**TASK GOAL:** Wherever a line of the listing holds the string "Jean", copy that line.

(SUPPLIED RECORDS begins)

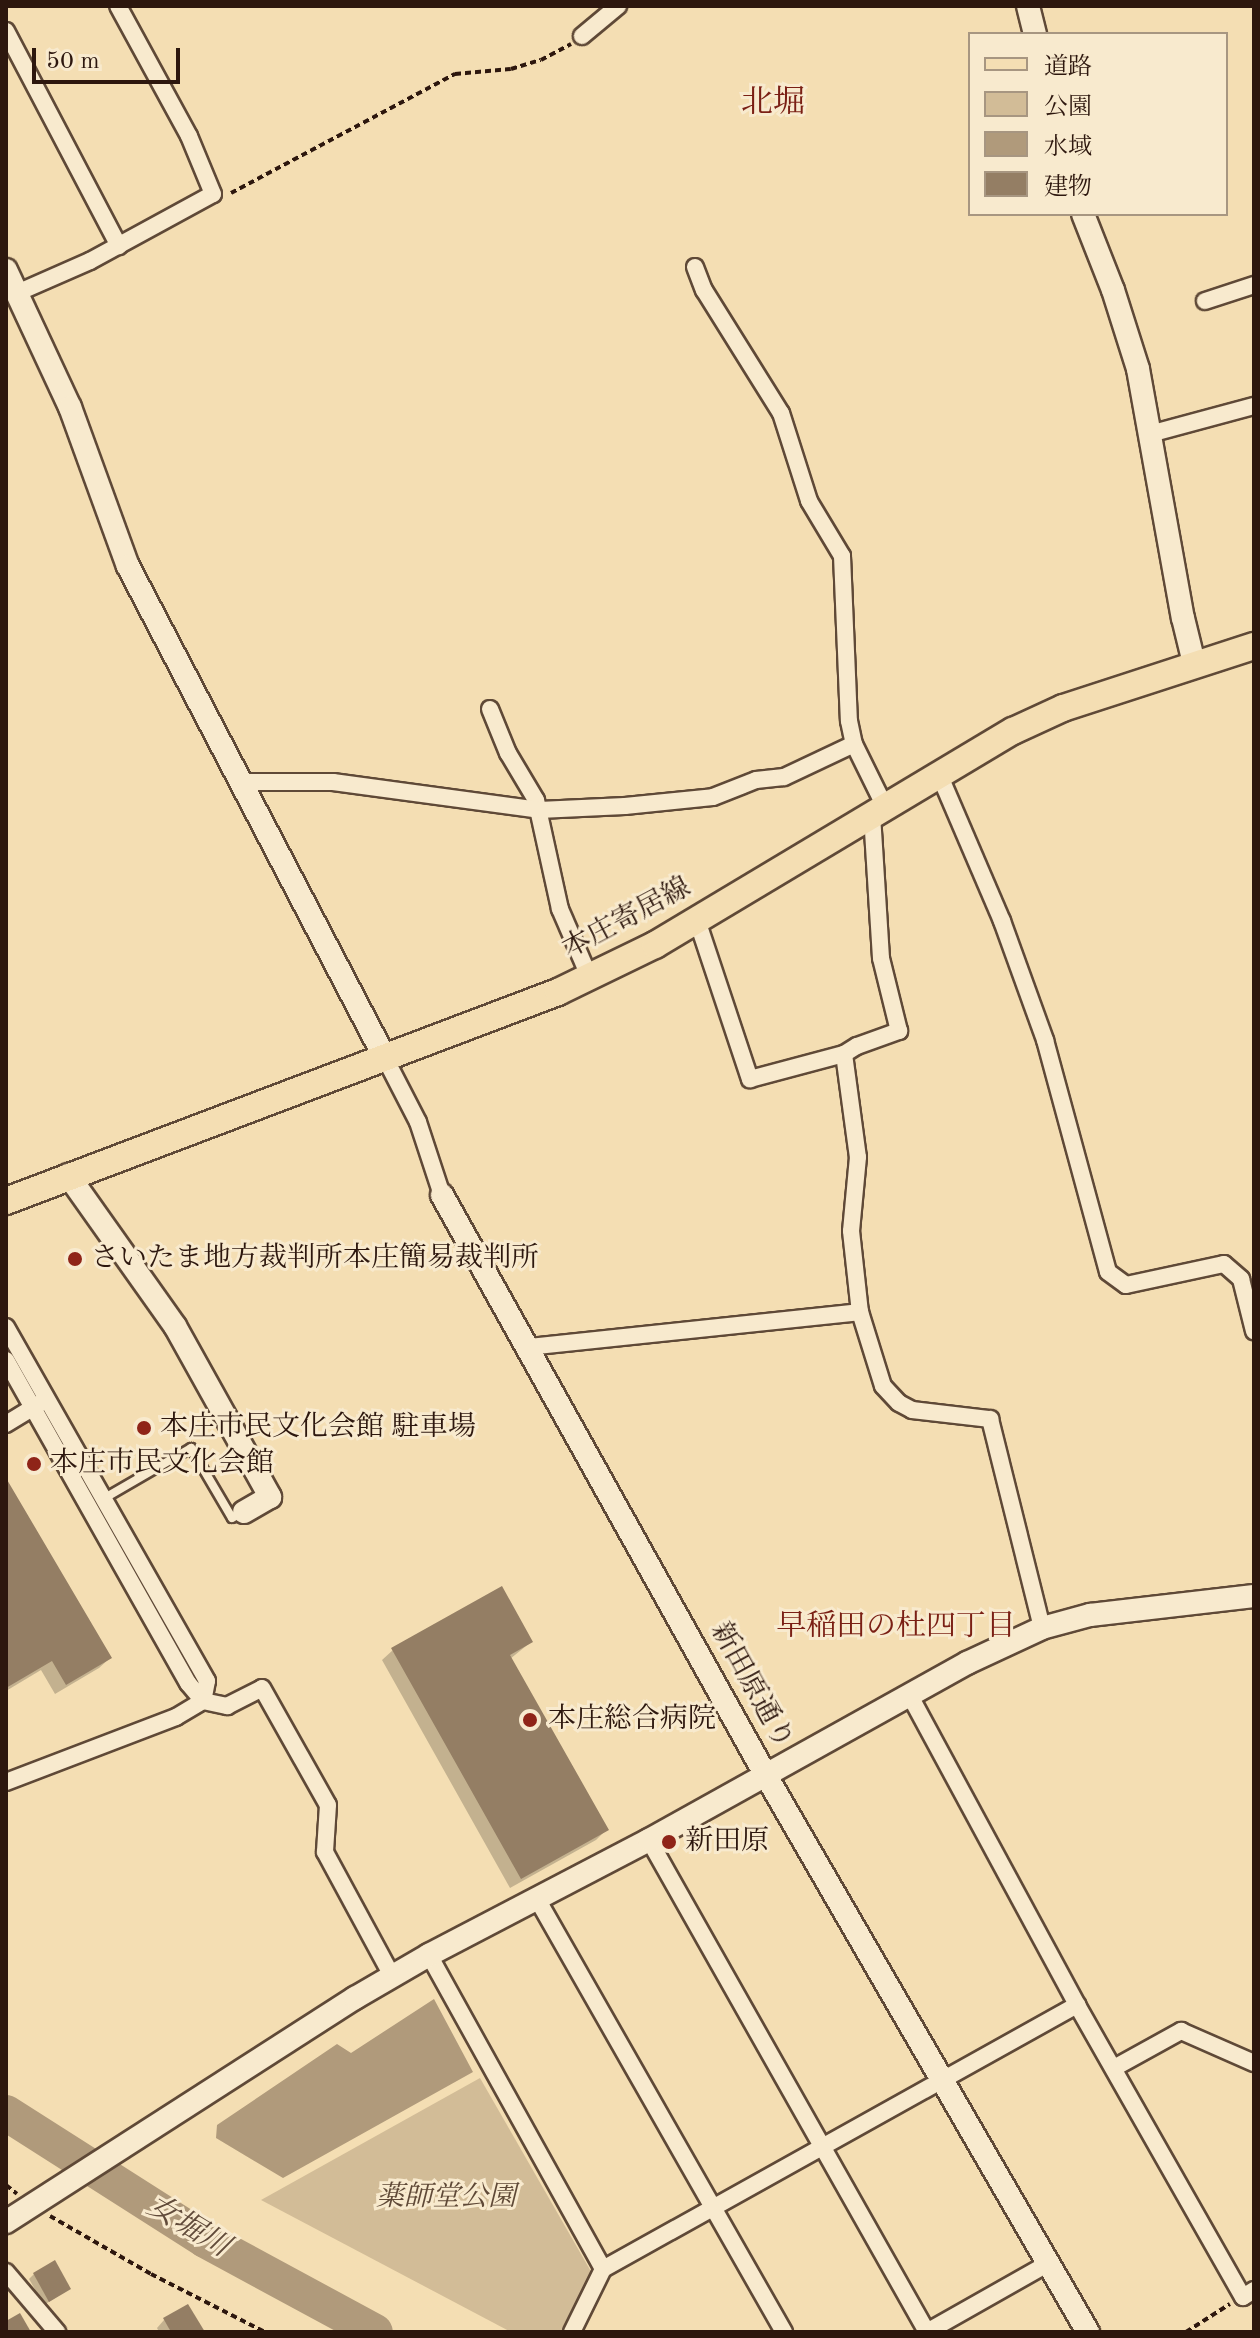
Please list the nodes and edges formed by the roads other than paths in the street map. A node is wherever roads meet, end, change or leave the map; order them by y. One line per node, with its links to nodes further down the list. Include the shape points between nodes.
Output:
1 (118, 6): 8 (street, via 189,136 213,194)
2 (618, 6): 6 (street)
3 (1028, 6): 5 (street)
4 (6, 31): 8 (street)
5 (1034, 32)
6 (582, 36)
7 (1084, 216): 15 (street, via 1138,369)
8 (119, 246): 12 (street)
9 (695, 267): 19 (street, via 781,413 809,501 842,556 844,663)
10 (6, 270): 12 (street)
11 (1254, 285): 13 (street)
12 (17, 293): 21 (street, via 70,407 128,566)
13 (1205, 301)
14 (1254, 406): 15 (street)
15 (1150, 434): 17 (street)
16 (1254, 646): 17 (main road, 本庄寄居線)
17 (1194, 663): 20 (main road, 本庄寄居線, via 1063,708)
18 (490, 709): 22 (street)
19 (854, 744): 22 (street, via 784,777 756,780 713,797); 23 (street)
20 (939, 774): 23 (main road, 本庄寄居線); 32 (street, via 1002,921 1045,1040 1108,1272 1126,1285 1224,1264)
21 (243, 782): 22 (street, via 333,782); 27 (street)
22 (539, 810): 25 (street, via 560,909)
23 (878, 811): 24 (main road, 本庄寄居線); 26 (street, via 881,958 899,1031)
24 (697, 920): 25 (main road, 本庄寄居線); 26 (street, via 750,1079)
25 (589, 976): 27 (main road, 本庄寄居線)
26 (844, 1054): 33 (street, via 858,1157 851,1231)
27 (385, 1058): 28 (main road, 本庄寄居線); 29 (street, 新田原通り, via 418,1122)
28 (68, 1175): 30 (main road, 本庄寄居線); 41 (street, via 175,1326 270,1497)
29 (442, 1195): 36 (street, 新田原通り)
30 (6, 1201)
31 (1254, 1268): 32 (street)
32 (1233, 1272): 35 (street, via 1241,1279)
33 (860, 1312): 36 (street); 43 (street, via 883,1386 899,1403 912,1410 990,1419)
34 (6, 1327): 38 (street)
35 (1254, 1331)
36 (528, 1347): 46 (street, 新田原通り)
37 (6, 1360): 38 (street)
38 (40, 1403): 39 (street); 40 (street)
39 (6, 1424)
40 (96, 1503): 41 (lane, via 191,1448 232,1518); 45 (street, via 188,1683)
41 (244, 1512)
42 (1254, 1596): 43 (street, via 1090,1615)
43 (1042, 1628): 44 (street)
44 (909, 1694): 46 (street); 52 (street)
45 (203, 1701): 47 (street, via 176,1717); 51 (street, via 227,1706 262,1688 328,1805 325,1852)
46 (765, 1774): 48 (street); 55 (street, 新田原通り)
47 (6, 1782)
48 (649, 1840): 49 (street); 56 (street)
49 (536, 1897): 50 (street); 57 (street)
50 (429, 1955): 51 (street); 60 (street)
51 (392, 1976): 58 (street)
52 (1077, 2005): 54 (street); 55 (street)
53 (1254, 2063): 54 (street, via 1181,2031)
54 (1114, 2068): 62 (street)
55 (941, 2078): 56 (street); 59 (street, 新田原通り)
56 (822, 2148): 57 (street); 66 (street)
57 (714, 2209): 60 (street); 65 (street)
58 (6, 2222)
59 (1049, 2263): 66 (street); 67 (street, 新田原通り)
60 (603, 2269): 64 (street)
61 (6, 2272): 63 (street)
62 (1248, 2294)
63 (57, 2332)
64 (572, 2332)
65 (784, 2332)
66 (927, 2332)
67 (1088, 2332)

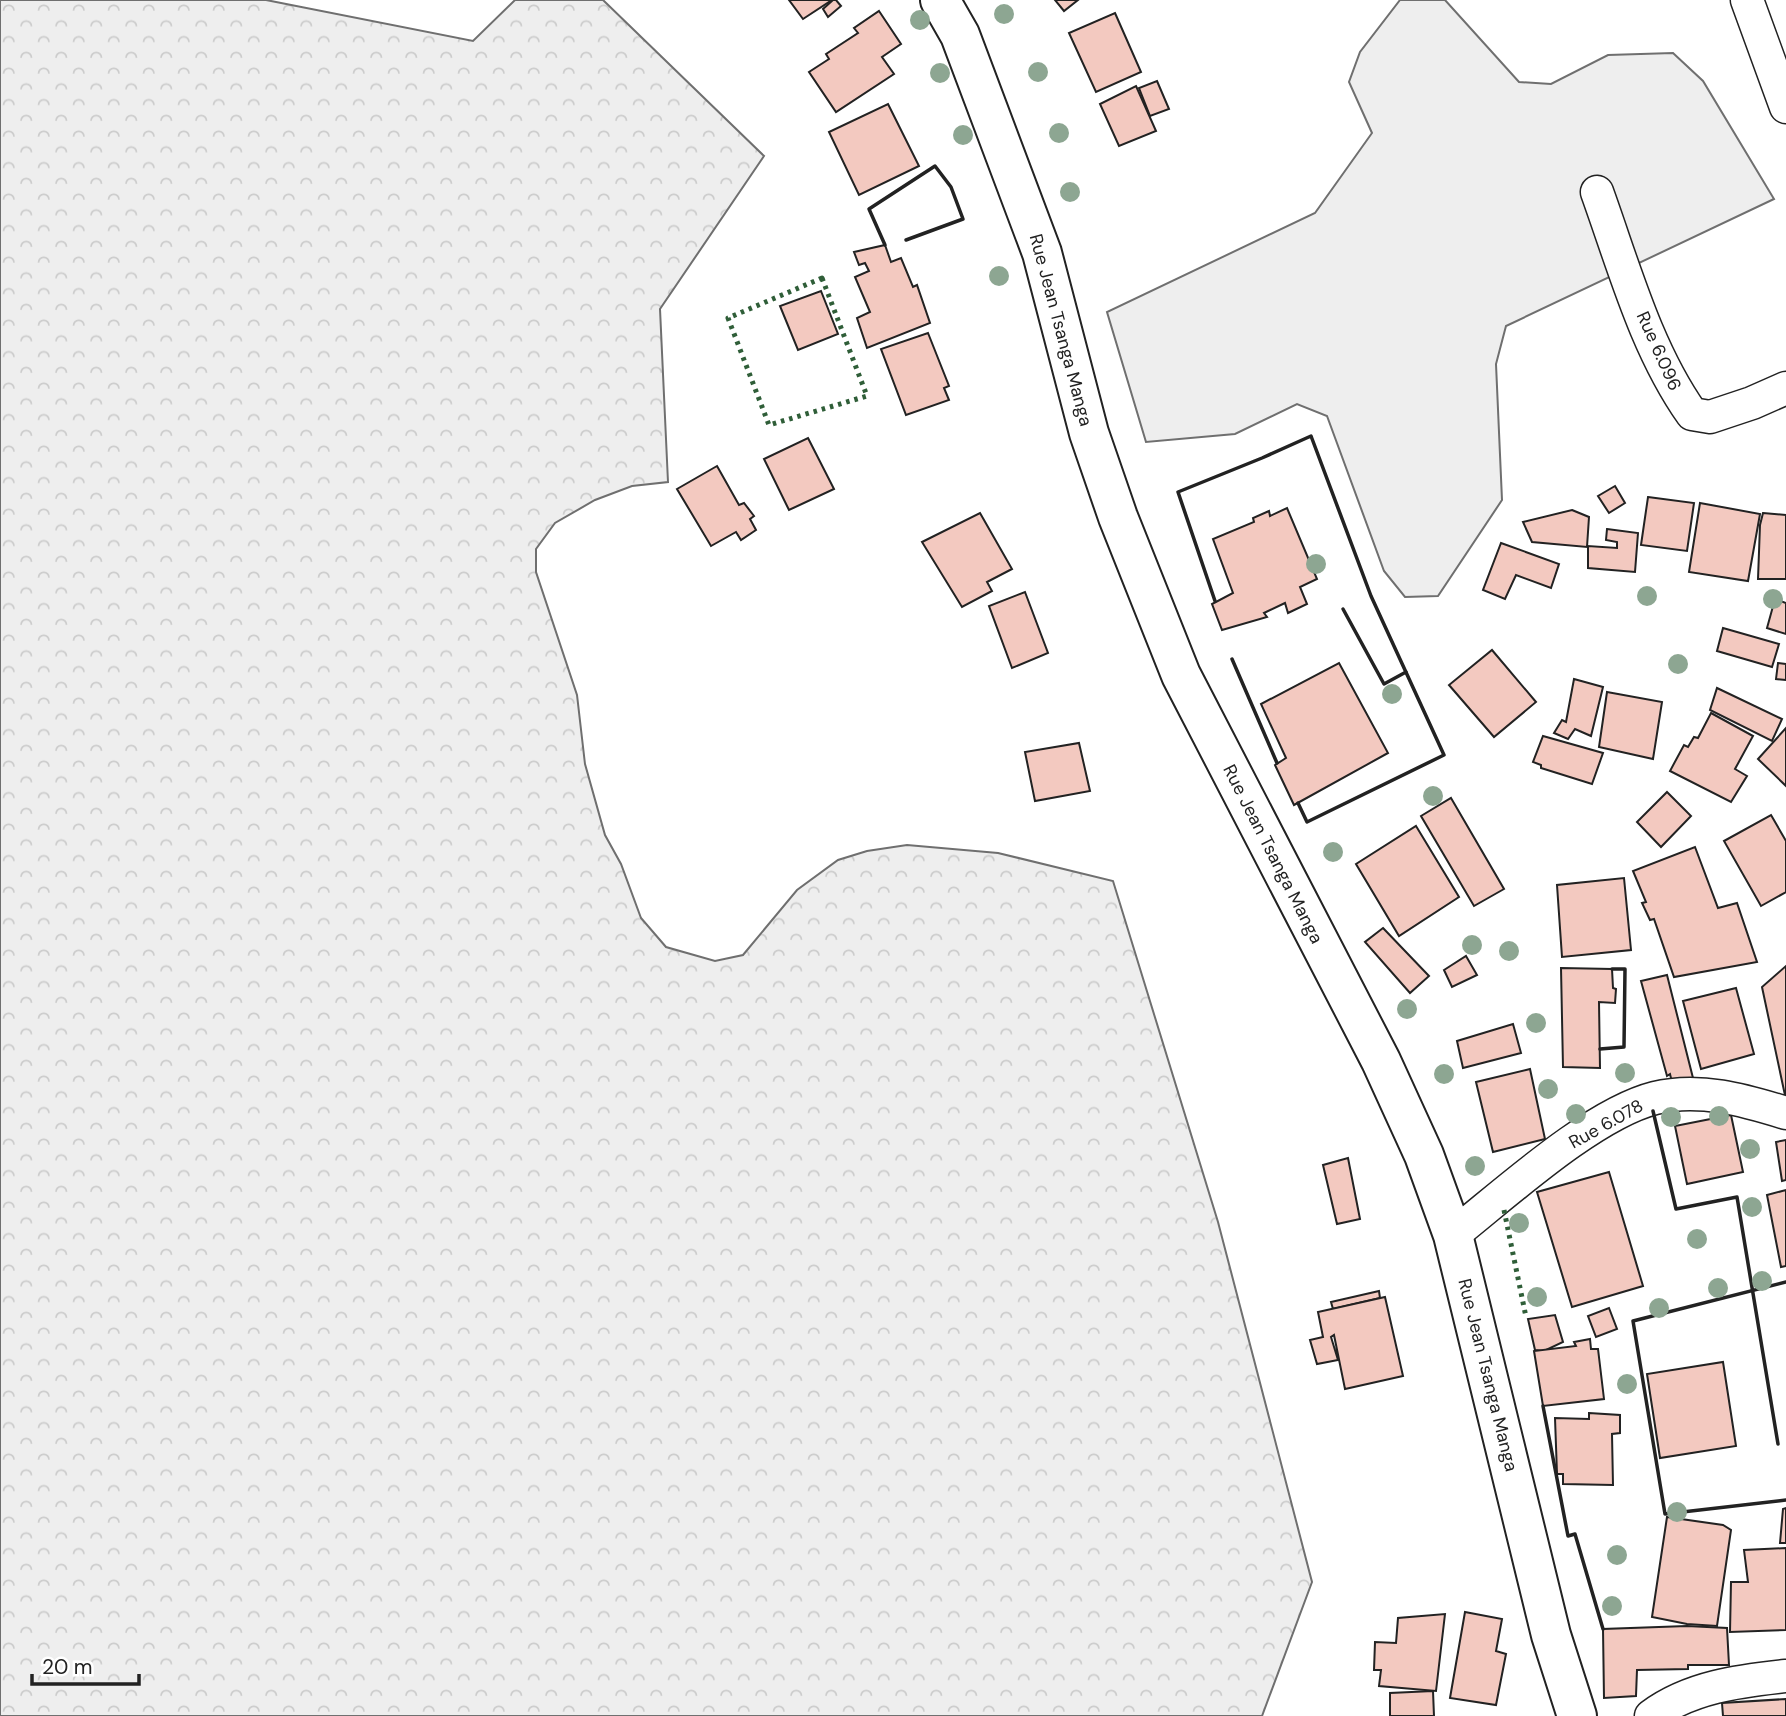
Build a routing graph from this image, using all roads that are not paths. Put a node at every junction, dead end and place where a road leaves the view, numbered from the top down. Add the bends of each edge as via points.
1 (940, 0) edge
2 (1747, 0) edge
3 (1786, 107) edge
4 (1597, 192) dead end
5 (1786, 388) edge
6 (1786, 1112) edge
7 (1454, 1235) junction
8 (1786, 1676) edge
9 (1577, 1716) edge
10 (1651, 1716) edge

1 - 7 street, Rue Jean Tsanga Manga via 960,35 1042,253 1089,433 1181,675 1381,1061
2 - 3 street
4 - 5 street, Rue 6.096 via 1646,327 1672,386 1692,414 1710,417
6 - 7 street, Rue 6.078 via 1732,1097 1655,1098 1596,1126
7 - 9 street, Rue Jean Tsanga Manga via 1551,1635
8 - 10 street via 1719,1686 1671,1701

(SUPPLIED RECORDS ends)

**EXERCISE RESULT:**
1 - 7 street, Rue Jean Tsanga Manga via 960,35 1042,253 1089,433 1181,675 1381,1061
7 - 9 street, Rue Jean Tsanga Manga via 1551,1635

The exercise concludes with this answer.